Trump Calls Strait Crisis "Urgent" Two Days After Canceling Iran Talks
President Donald Trump discussed the "urgent need" to restore shipping through the Strait of Hormuz during a Sunday call with British Prime Minister Keir Starmer, according to a Downing Street readout, two days after canceling U.S. negotiations with Iran that were meant to address that exact crisis.
Trump told Fox News on Friday that he had called off a planned trip by negotiators Steve Witkoff and Jared Kushner to Pakistan for Iran talks, saying he told them "you're not going to be making any more 18-hour flights to sit around talking about nothing." By Sunday, he was on the phone with Starmer discussing what a Downing Street spokesperson described as "severe consequences for the global economy and cost of living" from the blocked shipping lane.
The Strait of Hormuz carries roughly 20 percent of the world's oil supply through a 21-mile-wide channel between Iran and Oman, according to the U.S. Energy Information Administration. When Iran disrupts traffic there, whether through military action or the threat of it, global energy prices spike and supply chains freeze. The very consequences Trump and Starmer discussed Sunday are the ones the canceled talks were designed to prevent.

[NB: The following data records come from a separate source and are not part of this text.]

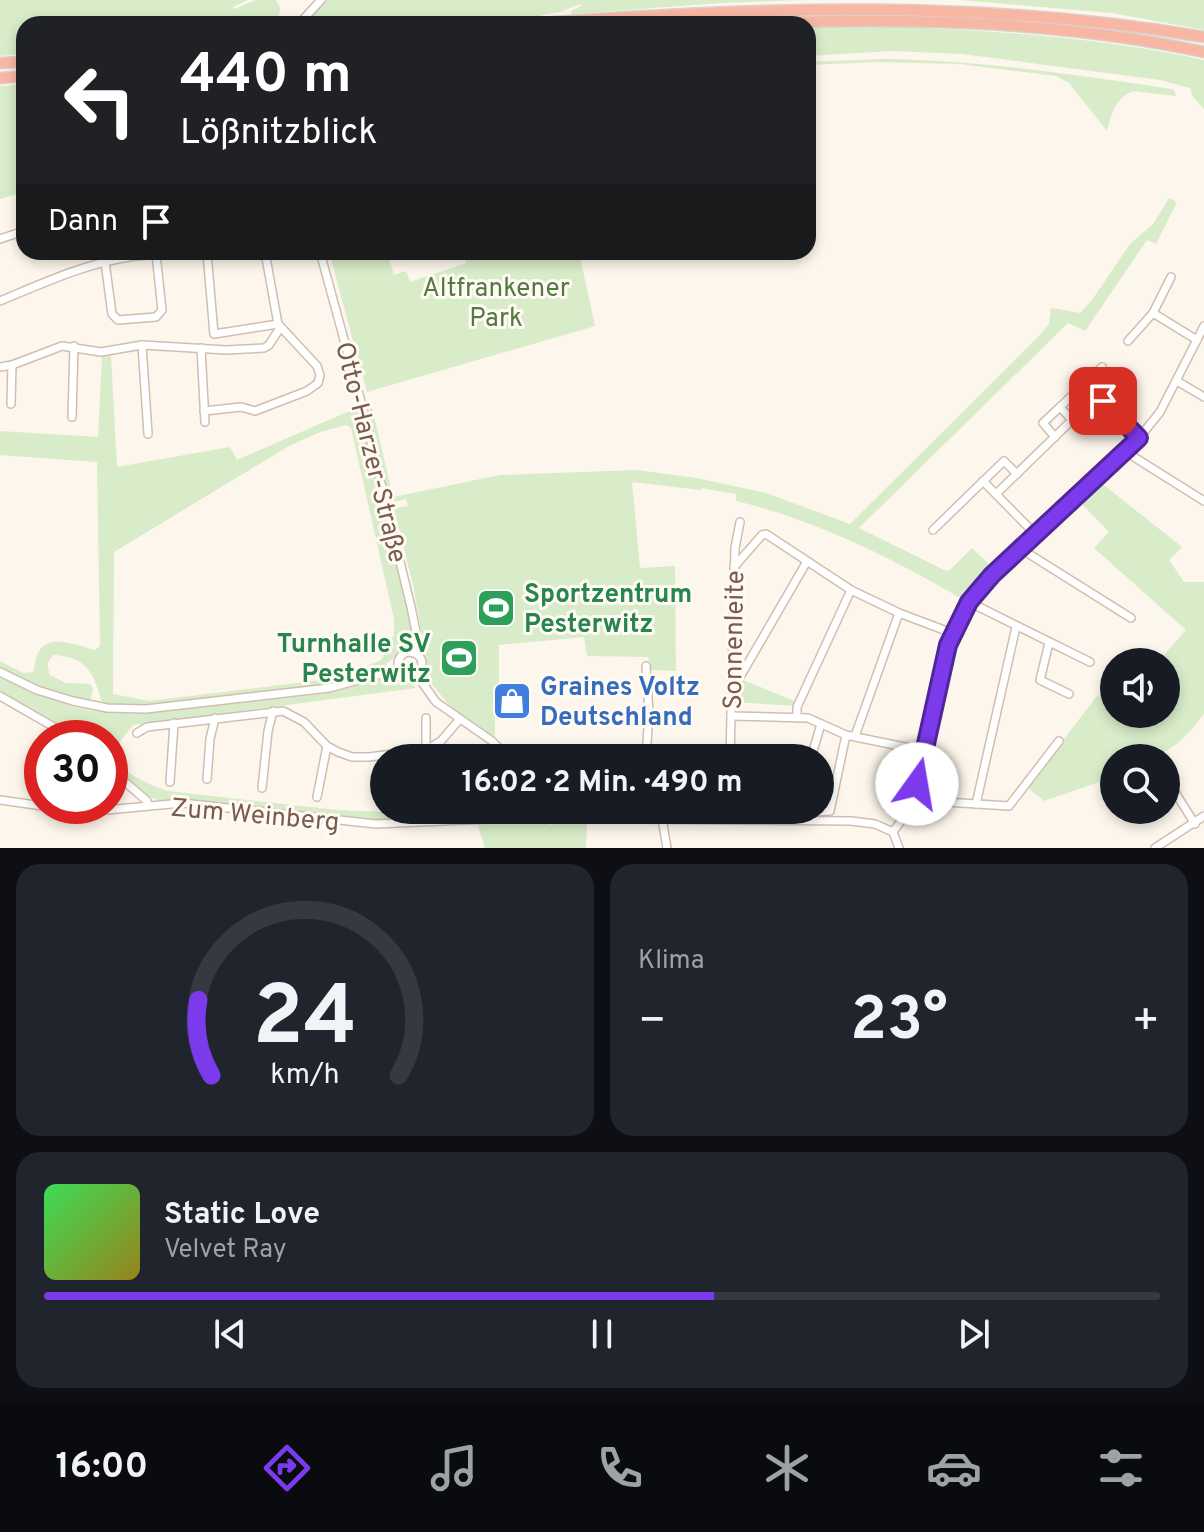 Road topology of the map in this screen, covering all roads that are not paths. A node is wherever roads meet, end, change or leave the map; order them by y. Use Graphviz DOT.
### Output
graph roads {
  1 [pos="321,0"];
  2 [pos="306,16"];
  3 [pos="640,16"];
  4 [pos="816,21"];
  5 [pos="1204,37"];
  6 [pos="1204,52"];
  7 [pos="118,260"];
  8 [pos="157,260"];
  9 [pos="211,260"];
  10 [pos="267,260"];
  11 [pos="322,260"];
  12 [pos="105,262"];
  13 [pos="1171,277"];
  14 [pos="0,301"];
  15 [pos="1153,313"];
  16 [pos="279,326"];
  17 [pos="1204,326"];
  18 [pos="1197,340"];
  19 [pos="1128,341"];
  20 [pos="142,345"];
  21 [pos="74,346"];
  22 [pos="201,348"];
  23 [pos="12,365"];
  24 [pos="0,367"];
  25 [pos="1102,367"];
  26 [pos="1177,381"];
  27 [pos="1085,382"];
  28 [pos="1204,397"];
  29 [pos="11,404"];
  30 [pos="1060,407"];
  31 [pos="204,411"];
  32 [pos="72,417"];
  33 [pos="205,422"];
  34 [pos="148,434"];
  35 [pos="1055,437"];
  36 [pos="1139,438"];
  37 [pos="1126,452"];
  38 [pos="1017,474"];
  39 [pos="983,481"];
  40 [pos="996,494"];
  41 [pos="1204,501"];
  42 [pos="740,522"];
  43 [pos="933,530"];
  44 [pos="1036,535"];
  45 [pos="1021,549"];
  46 [pos="806,563"];
  47 [pos="734,567"];
  48 [pos="851,590"];
  49 [pos="969,602"];
  50 [pos="899,613"];
  51 [pos="1131,618"];
  52 [pos="1016,627"];
  53 [pos="952,633"];
  54 [pos="1049,643"];
  55 [pos="413,653"];
  56 [pos="1090,662"];
  57 [pos="646,666"];
  58 [pos="399,669"];
  59 [pos="0,672"];
  60 [pos="416,674"];
  61 [pos="732,691"];
  62 [pos="1069,694"];
  63 [pos="0,696"];
  64 [pos="273,711"];
  65 [pos="731,716"];
  66 [pos="215,718"];
  67 [pos="426,718"];
  68 [pos="797,718"];
  69 [pos="45,720"];
  70 [pos="459,720"];
  71 [pos="174,723"];
  72 [pos="821,724"];
  73 [pos="137,733"];
  74 [pos="846,735"];
  75 [pos="855,736"];
  76 [pos="1059,741"];
  77 [pos="426,744"];
  78 [pos="438,744"];
  79 [pos="495,744"];
  80 [pos="647,744"];
  81 [pos="730,744"];
  82 [pos="815,744"];
  83 [pos="327,746"];
  84 [pos="924,751"];
  85 [pos="370,757"];
  86 [pos="207,779"];
  87 [pos="170,782"];
  88 [pos="128,785"];
  89 [pos="262,788"];
  90 [pos="834,792"];
  91 [pos="317,797"];
  92 [pos="0,800"];
  93 [pos="913,800"];
  94 [pos="1180,800"];
  95 [pos="976,804"];
  96 [pos="148,806"];
  97 [pos="1204,816"];
  98 [pos="834,821"];
  99 [pos="370,823"];
  100 [pos="663,824"];
  101 [pos="1195,824"];
  102 [pos="893,832"];
  103 [pos="667,848"];
  104 [pos="899,848"];
  105 [pos="1155,848"];
  1 -- 2 [label="street"];
  3 -- 5 [label="highway"];
  4 -- 6 [label="highway"];
  7 -- 12 [label="street"];
  8 -- 12 [label="street"];
  9 -- 16 [label="street"];
  10 -- 16 [label="street"];
  11 -- 55 [label="street, Otto-Harzer-Straße"];
  12 -- 14 [label="street"];
  13 -- 15 [label="street"];
  15 -- 18 [label="street"];
  15 -- 19 [label="street"];
  16 -- 22 [label="street"];
  16 -- 31 [label="street"];
  17 -- 18 [label="street"];
  18 -- 26 [label="street"];
  20 -- 21 [label="street"];
  20 -- 22 [label="street"];
  20 -- 34 [label="street"];
  21 -- 23 [label="street"];
  21 -- 32 [label="street"];
  22 -- 31 [label="street"];
  23 -- 24 [label="street"];
  23 -- 29 [label="street"];
  25 -- 27 [label="street"];
  26 -- 28 [label="street"];
  26 -- 36 [label="street"];
  27 -- 30 [label="street"];
  27 -- 36 [label="street"];
  30 -- 35 [label="street"];
  30 -- 35 [label="street"];
  31 -- 33 [label="street"];
  35 -- 38 [label="street"];
  36 -- 37 [label="street"];
  37 -- 41 [label="street"];
  37 -- 44 [label="street"];
  38 -- 39 [label="street"];
  38 -- 40 [label="street"];
  39 -- 40 [label="street"];
  39 -- 43 [label="street"];
  40 -- 44 [label="street"];
  42 -- 47 [label="street, Sonnenleite"];
  44 -- 45 [label="street"];
  45 -- 49 [label="street"];
  45 -- 51 [label="street"];
  46 -- 47 [label="street"];
  46 -- 48 [label="street"];
  46 -- 61 [label="street"];
  47 -- 61 [label="street, Sonnenleite"];
  48 -- 50 [label="street"];
  48 -- 68 [label="street"];
  49 -- 52 [label="street"];
  49 -- 53 [label="street"];
  50 -- 53 [label="street"];
  50 -- 75 [label="street"];
  52 -- 54 [label="street"];
  52 -- 95 [label="street"];
  53 -- 84 [label="street"];
  54 -- 56 [label="street"];
  54 -- 62 [label="street"];
  55 -- 58 [label="street"];
  55 -- 60 [label="street"];
  57 -- 80 [label="street"];
  58 -- 59 [label="street"];
  58 -- 60 [label="street"];
  60 -- 70 [label="street"];
  61 -- 65 [label="street, Sonnenleite"];
  63 -- 69 [label="street"];
  64 -- 66 [label="street"];
  64 -- 83 [label="street"];
  64 -- 89 [label="street"];
  65 -- 68 [label="street"];
  65 -- 81 [label="street, Sonnenleite"];
  66 -- 71 [label="street"];
  66 -- 86 [label="street"];
  67 -- 77 [label="street"];
  68 -- 72 [label="street"];
  70 -- 78 [label="street"];
  70 -- 79 [label="street"];
  71 -- 73 [label="street"];
  71 -- 87 [label="street"];
  72 -- 74 [label="street"];
  72 -- 82 [label="street"];
  74 -- 75 [label="street"];
  74 -- 90 [label="street"];
  75 -- 84 [label="street"];
  76 -- 95 [label="street"];
  83 -- 85 [label="street"];
  83 -- 91 [label="street"];
  84 -- 93 [label="street"];
  88 -- 96 [label="street"];
  92 -- 96 [label="street, Zum Weinberg"];
  93 -- 95 [label="street"];
  93 -- 102 [label="street"];
  94 -- 101 [label="street"];
  96 -- 99 [label="street, Zum Weinberg"];
  97 -- 101 [label="street"];
  98 -- 102 [label="street, Zum Weinberg"];
  100 -- 103 [label="street"];
  101 -- 105 [label="street"];
  102 -- 104 [label="street"];
}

The mechanism connecting strait closures to consumer impact operates through oil futures markets and refinery supply contracts. When tanker traffic slows through Hormuz, Brent crude futures typically jump 5-10 percent within days, according to energy market analysts. European refineries, which source approximately 15 percent of their crude through the strait per EIA data, must then bid higher prices for alternative supplies from the Atlantic Basin or draw down strategic reserves. Those increased costs reach consumers through gasoline and diesel prices within two to three weeks, as existing fuel inventories cycle through distribution networks. Heating oil prices in Britain and France, already elevated during winter months, face additional pressure when Middle East supply routes close.
During the call, Starmer briefed Trump on a joint initiative with French President Emmanuel Macron to restore freedom of navigation through the strait, according to the Downing Street statement. The European effort fills a diplomatic vacuum created by Trump's withdrawal from negotiations. Unlike the United States, European nations cannot simply walk away from Middle East crises. Geographic proximity and energy dependence mean that when the strait closes, their economies suffer immediately.

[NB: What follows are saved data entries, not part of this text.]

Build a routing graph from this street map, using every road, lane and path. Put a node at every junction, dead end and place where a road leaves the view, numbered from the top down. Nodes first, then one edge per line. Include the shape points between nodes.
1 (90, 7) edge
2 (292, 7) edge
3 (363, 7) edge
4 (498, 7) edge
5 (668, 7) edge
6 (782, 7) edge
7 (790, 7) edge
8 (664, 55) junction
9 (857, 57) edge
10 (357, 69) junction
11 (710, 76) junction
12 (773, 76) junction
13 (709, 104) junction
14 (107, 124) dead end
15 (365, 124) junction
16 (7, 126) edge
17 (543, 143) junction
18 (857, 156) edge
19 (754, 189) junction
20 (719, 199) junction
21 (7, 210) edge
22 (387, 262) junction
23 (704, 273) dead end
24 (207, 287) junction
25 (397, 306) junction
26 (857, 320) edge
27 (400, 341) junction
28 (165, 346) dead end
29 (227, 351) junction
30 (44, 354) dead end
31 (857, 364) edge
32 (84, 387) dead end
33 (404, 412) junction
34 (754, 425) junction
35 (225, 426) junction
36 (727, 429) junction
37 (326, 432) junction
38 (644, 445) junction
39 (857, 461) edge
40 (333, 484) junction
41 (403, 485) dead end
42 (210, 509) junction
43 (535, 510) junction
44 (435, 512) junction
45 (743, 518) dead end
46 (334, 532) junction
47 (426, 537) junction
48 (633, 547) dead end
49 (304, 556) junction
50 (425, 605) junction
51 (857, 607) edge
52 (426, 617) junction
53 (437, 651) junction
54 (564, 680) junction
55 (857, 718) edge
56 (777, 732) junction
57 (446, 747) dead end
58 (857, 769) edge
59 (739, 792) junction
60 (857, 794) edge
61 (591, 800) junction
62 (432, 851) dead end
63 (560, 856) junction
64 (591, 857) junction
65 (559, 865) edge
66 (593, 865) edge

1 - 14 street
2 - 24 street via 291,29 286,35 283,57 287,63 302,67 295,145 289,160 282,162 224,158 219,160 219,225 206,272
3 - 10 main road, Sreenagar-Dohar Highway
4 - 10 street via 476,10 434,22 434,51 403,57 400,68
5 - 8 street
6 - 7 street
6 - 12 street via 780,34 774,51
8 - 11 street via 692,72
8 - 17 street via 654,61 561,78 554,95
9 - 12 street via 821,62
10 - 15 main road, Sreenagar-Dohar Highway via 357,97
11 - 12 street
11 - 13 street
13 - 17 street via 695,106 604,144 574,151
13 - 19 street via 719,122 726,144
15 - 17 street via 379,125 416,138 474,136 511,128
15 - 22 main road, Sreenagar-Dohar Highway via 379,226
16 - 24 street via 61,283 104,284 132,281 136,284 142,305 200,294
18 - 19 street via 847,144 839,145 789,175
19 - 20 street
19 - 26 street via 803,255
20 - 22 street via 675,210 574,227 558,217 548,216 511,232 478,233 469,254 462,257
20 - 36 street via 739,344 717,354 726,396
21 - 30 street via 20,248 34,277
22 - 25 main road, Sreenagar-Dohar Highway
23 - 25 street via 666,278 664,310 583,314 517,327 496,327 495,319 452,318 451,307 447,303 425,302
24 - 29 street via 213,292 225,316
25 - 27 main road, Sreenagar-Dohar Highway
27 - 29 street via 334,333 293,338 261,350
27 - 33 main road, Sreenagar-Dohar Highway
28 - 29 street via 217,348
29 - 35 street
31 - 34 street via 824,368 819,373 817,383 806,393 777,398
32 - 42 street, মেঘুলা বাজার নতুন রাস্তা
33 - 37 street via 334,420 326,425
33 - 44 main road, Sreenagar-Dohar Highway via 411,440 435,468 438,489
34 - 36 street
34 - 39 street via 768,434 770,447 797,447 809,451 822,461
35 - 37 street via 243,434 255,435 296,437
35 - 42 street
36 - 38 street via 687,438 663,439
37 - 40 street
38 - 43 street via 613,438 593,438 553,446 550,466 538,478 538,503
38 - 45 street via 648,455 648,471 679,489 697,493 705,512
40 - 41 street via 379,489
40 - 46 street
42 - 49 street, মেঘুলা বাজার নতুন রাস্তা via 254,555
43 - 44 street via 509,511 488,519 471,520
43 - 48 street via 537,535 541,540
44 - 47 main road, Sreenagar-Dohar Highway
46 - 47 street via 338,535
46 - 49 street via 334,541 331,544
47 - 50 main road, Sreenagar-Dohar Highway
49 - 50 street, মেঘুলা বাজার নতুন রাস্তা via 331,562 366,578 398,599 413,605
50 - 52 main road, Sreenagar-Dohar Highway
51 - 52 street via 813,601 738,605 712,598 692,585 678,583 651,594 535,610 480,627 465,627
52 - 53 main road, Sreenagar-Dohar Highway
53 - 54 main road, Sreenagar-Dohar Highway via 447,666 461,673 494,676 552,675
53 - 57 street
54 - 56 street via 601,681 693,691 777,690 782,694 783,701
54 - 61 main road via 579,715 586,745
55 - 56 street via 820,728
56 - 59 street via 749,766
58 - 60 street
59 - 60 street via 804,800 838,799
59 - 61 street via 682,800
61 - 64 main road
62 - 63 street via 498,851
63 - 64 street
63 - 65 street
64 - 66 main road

Trump's position on the negotiations shifted between Friday and Sunday. After canceling the Pakistan talks, he posted on Truth Social that Iran could "call us anytime they want" but that the U.S. would not make additional trips. He added: "The U.S.A. won't be there to help you anymore, just like you weren't there for us." That isolationist framing lasted less than 48 hours before he was coordinating with allies on the same crisis.
The Wall Street Journal reported earlier this month that Trump had expressed willingness to end the war with Iran without requiring the strait to reopen first, citing administration officials. That reporting suggested Trump might accept a deal that left the shipping disruption in place. Sunday's call with Starmer indicates either a change in position or a gap between what Trump tells his negotiators and what he tells allies.
The timeline reveals a pattern visible across Trump's recent diplomatic moves: declare talks unproductive, pull American negotiators, then turn to allies to manage the fallout. Trump canceled Iran negotiations while simultaneously telling European leaders that America "won't be there to help" them, yet within days he needed Britain's diplomatic infrastructure to address the crisis he had walked away from.
Starmer's conversation with Macron about restoring navigation, as reported by Downing Street, suggests European leaders are building their own diplomatic track separate from U.S. efforts. That represents a shift from traditional Middle East diplomacy, where American power typically anchored any serious negotiation. When Trump says Iran can call "anytime they want," he puts the burden on Tehran to initiate contact. Meanwhile, Starmer and Macron are actively building a framework to solve the problem.
The question Trump's Friday cancellation and Sunday urgency leave unanswered is who actually holds responsibility for resolving the crisis. Trump pulled his negotiators from talks designed to address Hormuz, declared the discussions worthless, then days later called the situation urgent enough to require allied intervention. Either the crisis was never worth negotiating over, or it was urgent all along and Trump walked away anyway.
Iran has not publicly responded to Trump's statement that they can call anytime. The canceled Pakistan talks represented a neutral-ground option for both sides. Without that venue, any new negotiations would require one side to travel to the other's preferred location or for a third country to volunteer as host. Starmer's joint initiative with Macron may provide that alternative, but it also means European leaders are doing the diplomatic work Trump characterized as "talking about nothing."